The facts in that case, Quintero Perez v. United States, bore a grim resemblance to Hernández: A CBP agent on U.S. soil shot and killed a Mexican national, Jose Alfredo Yañez Reyes, whose body straddled the border where he fell. But following Court precedent, the Ninth Circuit Court of Appeals determined that the context was “new,” since no one was fatally shot in Bivens, and that the circumstances were “special,” because the conduct of Border Patrol personnel on the job, under Hernández, implicates national security. The court called Yañez’s death “tragic,” and expressed “regret that the law compels this result.” 

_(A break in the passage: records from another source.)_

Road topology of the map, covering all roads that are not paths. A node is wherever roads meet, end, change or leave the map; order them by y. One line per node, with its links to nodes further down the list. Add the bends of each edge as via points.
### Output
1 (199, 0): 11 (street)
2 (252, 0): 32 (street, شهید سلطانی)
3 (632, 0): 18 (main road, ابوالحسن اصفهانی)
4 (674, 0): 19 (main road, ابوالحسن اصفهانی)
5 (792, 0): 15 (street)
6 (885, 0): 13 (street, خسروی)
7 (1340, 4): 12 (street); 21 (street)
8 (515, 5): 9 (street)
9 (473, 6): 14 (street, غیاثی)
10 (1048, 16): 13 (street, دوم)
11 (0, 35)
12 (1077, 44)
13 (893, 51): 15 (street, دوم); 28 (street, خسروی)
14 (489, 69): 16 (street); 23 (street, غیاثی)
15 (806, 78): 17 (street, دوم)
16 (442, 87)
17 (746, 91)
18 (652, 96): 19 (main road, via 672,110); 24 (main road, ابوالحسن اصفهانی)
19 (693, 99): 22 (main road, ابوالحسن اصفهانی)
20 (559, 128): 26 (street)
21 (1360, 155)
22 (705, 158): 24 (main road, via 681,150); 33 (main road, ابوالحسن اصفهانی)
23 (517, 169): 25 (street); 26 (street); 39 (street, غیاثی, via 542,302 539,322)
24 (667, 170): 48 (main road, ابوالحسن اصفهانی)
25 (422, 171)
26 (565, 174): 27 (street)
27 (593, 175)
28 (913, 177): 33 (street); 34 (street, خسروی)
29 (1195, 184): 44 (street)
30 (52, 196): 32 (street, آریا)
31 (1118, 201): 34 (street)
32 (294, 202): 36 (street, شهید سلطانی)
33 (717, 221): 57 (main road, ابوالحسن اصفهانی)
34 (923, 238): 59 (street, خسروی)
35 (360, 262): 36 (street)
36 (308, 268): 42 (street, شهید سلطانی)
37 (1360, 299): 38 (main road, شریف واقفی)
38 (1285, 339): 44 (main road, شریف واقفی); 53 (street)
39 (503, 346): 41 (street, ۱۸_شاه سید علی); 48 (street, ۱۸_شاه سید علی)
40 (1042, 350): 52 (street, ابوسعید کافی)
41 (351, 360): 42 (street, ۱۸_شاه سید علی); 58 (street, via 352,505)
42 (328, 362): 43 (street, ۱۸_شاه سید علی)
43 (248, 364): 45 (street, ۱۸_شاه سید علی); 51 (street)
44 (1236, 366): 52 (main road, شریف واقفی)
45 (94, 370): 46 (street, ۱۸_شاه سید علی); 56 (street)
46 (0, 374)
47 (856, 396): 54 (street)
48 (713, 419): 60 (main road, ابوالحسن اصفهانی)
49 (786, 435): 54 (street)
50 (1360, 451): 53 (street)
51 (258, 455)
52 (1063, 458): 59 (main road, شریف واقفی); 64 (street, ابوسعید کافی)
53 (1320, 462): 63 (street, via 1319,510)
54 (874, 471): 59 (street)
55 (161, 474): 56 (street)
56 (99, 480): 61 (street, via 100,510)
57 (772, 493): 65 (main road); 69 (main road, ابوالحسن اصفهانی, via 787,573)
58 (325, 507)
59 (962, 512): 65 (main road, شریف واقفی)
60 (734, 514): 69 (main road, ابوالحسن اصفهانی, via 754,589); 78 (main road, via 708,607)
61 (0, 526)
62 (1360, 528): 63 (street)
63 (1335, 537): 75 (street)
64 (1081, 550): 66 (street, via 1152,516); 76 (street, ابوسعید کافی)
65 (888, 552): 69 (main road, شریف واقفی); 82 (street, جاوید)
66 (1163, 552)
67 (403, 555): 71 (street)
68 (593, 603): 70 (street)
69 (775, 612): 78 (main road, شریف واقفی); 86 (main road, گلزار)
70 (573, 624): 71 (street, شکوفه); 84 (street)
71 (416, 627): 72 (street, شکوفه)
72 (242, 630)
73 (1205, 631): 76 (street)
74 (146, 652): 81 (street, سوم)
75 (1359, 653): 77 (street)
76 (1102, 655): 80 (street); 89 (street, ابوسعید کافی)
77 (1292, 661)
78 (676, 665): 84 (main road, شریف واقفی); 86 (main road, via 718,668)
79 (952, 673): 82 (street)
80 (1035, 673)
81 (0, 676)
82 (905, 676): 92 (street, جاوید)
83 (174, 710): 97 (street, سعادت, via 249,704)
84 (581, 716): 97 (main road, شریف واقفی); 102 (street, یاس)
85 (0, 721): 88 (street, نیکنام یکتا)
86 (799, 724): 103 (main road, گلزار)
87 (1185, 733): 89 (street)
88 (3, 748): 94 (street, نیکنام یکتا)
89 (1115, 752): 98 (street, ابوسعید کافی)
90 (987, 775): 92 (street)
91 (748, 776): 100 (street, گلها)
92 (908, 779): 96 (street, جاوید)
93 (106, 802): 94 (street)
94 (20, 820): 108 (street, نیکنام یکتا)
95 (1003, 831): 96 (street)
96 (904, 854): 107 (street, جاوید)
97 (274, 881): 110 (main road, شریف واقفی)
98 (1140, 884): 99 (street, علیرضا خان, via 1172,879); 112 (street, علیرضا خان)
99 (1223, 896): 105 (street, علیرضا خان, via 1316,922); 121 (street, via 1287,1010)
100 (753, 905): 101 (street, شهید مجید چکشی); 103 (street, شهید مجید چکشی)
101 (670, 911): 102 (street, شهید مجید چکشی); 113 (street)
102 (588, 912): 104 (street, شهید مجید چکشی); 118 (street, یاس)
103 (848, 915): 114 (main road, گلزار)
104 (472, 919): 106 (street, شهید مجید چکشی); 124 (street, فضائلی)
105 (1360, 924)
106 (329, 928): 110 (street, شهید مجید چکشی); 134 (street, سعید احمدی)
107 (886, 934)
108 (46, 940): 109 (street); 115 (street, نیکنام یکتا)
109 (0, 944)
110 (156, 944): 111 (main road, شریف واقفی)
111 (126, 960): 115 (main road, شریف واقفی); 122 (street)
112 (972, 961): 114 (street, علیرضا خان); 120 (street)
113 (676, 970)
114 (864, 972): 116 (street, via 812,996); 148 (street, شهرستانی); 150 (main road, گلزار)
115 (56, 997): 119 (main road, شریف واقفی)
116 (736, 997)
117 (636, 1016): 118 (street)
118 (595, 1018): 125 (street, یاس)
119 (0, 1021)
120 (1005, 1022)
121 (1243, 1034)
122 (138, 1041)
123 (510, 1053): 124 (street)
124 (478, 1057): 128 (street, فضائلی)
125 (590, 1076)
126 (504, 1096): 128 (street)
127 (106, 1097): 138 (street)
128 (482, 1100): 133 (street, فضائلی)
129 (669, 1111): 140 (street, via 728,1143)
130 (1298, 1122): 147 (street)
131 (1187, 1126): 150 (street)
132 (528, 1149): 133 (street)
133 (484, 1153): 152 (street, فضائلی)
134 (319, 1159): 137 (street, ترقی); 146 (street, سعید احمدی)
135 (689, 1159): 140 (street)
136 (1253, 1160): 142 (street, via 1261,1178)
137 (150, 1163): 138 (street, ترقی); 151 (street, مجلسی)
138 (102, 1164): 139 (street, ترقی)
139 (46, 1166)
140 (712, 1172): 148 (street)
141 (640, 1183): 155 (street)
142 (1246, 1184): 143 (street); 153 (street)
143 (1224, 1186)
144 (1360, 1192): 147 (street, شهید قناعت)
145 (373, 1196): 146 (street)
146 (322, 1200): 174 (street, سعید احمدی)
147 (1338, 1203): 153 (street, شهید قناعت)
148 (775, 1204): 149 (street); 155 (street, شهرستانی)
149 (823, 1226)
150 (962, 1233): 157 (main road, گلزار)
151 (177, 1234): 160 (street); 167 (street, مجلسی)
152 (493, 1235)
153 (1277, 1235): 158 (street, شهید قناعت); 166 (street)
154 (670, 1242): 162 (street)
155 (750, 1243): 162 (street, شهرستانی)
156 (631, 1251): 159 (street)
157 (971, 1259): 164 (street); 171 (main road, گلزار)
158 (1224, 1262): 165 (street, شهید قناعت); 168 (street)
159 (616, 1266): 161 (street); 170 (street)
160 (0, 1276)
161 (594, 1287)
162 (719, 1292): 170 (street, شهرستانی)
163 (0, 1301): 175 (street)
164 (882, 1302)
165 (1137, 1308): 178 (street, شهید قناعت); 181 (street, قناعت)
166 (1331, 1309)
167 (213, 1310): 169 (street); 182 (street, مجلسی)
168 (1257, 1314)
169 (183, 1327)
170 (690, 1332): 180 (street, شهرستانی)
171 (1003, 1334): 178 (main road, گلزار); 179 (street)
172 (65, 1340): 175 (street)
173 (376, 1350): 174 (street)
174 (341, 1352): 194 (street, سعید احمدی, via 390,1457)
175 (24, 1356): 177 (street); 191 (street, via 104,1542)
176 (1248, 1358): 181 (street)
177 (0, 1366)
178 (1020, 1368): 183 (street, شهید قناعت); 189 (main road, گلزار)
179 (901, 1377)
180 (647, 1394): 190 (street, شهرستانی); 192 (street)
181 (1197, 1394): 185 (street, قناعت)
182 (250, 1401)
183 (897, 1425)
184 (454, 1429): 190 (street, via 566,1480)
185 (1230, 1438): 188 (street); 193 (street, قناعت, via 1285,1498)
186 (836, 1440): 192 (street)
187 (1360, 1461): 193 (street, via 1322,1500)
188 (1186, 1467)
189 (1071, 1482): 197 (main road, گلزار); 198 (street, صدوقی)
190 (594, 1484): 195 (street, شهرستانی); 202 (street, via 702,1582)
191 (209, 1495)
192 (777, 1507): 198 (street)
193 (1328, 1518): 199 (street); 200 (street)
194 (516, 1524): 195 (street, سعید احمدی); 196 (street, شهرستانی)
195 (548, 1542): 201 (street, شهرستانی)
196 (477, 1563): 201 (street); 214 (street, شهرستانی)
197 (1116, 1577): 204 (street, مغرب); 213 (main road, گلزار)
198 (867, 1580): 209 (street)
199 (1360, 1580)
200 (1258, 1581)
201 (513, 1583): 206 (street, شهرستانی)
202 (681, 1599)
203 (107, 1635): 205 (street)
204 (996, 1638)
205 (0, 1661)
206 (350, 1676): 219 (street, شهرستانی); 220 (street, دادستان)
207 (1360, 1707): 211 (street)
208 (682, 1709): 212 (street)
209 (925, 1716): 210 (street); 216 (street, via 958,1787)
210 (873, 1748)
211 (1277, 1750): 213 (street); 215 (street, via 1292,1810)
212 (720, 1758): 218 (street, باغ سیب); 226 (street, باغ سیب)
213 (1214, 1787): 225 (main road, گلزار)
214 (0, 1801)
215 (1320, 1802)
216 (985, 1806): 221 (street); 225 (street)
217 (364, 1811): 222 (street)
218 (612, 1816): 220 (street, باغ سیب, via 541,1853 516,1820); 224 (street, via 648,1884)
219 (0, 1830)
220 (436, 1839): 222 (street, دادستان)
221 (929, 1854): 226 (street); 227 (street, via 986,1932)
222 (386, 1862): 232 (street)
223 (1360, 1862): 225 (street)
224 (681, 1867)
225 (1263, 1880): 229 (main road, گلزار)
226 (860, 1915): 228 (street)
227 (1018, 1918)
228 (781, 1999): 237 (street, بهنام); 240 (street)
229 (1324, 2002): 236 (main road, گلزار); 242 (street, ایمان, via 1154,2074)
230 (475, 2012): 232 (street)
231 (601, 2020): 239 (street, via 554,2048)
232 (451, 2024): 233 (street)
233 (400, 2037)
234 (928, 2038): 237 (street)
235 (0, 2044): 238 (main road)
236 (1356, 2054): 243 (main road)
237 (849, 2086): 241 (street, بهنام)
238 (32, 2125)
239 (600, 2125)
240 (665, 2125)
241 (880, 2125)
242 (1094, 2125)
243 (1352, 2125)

Because the judicial branch has made clear that Border Patrol can do whatever it wants at the border without facing significant consequences, it is up to the legislative and executive branches to ensure that victims receive any kind of justice. This possibility, however remote in an era in which Congress can barely agree on anything more controversial than naming a post office, does not excuse the Court’s inaction. The Court’s choice to tie the legal system’s hands makes everyone more vulnerable to government abuse, and especially endangers members of historically marginalized groups. The right to be free from victimization by armed state agents is meaningless if nothing happens when you are victimized by armed state agents. The ultimate arbiter of law in this country has given its blessing to state-sanctioned lawlessness. 

The White House, for its part, has announced that CBP agents will discontinue its use of horse patrols at the border. But the agents’ precise mode of transportation, of course, is missing the point. The government’s capacity for inflicting violence against noncitizens is not dependent on the presence or absence of Secretariat. It depends on whether other government actors are able and willing to serve as a check on such abuse. The Supreme Court is certainly able to act here. It just doesn’t want to do it.